▶ [Action item]
Every line of the material that includes the word "SHAVELSON" is to be shown.

▶ [Supplied material]

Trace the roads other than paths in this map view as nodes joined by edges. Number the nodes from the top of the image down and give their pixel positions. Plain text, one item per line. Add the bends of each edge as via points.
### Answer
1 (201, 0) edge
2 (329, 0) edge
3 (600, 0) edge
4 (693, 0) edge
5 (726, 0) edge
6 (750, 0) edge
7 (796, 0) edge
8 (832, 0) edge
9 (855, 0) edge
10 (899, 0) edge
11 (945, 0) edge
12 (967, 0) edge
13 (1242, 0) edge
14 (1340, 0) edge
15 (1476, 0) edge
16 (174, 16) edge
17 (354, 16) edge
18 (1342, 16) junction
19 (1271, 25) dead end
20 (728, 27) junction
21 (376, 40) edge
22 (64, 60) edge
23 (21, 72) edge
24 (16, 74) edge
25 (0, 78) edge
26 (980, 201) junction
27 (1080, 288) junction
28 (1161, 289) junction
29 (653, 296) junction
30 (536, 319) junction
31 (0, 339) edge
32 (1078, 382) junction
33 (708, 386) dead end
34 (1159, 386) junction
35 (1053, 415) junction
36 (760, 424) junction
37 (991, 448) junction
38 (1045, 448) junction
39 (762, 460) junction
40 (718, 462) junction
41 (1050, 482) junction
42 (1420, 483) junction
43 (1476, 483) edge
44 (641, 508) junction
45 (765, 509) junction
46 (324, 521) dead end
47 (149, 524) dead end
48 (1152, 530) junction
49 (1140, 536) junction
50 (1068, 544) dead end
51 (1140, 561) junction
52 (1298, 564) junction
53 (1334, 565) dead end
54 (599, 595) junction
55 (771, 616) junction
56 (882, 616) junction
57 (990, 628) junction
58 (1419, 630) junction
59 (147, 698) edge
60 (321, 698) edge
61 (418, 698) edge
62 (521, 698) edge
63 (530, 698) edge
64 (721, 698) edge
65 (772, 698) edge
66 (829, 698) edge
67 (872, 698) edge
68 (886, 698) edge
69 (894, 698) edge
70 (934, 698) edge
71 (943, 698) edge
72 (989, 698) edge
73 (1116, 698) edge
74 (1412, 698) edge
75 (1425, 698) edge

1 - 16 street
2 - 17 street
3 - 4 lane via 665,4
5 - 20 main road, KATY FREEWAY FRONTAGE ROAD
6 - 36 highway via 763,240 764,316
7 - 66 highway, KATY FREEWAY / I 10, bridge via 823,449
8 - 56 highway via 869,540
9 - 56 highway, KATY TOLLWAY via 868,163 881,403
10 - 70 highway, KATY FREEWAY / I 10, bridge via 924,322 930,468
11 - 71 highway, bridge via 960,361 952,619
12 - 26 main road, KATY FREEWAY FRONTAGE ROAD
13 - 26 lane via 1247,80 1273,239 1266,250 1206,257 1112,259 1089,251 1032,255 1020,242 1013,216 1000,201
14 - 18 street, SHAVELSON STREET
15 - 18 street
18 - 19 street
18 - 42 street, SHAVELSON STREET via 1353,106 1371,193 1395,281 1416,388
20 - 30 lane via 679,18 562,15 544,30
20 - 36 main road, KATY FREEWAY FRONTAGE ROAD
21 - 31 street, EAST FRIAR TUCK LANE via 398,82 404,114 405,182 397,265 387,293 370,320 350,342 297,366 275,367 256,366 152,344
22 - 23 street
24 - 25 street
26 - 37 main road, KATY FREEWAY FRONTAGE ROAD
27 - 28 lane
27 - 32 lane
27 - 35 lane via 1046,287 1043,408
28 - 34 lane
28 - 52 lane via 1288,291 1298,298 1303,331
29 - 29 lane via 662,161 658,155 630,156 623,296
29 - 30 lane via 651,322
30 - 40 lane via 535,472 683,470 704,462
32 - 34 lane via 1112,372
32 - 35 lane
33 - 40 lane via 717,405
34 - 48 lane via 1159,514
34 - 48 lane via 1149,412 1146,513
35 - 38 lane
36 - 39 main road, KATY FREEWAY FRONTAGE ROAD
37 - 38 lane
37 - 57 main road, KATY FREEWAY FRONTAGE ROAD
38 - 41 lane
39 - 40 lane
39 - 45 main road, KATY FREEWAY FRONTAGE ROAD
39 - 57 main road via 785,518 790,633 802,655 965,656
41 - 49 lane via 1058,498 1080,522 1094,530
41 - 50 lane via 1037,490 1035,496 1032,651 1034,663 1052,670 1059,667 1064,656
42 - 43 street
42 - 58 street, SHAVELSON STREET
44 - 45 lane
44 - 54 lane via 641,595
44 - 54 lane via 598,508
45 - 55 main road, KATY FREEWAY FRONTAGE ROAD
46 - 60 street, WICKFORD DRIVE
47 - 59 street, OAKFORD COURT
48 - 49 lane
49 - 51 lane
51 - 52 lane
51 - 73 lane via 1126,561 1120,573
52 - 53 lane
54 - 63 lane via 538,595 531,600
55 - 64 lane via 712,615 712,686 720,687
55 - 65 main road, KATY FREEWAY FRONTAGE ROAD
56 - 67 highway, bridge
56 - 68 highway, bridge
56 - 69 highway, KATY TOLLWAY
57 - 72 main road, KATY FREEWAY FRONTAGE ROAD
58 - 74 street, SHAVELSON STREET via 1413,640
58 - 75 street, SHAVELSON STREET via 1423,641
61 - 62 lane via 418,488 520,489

▶ [Solution to the exercise]
14 - 18 street, SHAVELSON STREET
18 - 42 street, SHAVELSON STREET via 1353,106 1371,193 1395,281 1416,388
42 - 58 street, SHAVELSON STREET
58 - 74 street, SHAVELSON STREET via 1413,640
58 - 75 street, SHAVELSON STREET via 1423,641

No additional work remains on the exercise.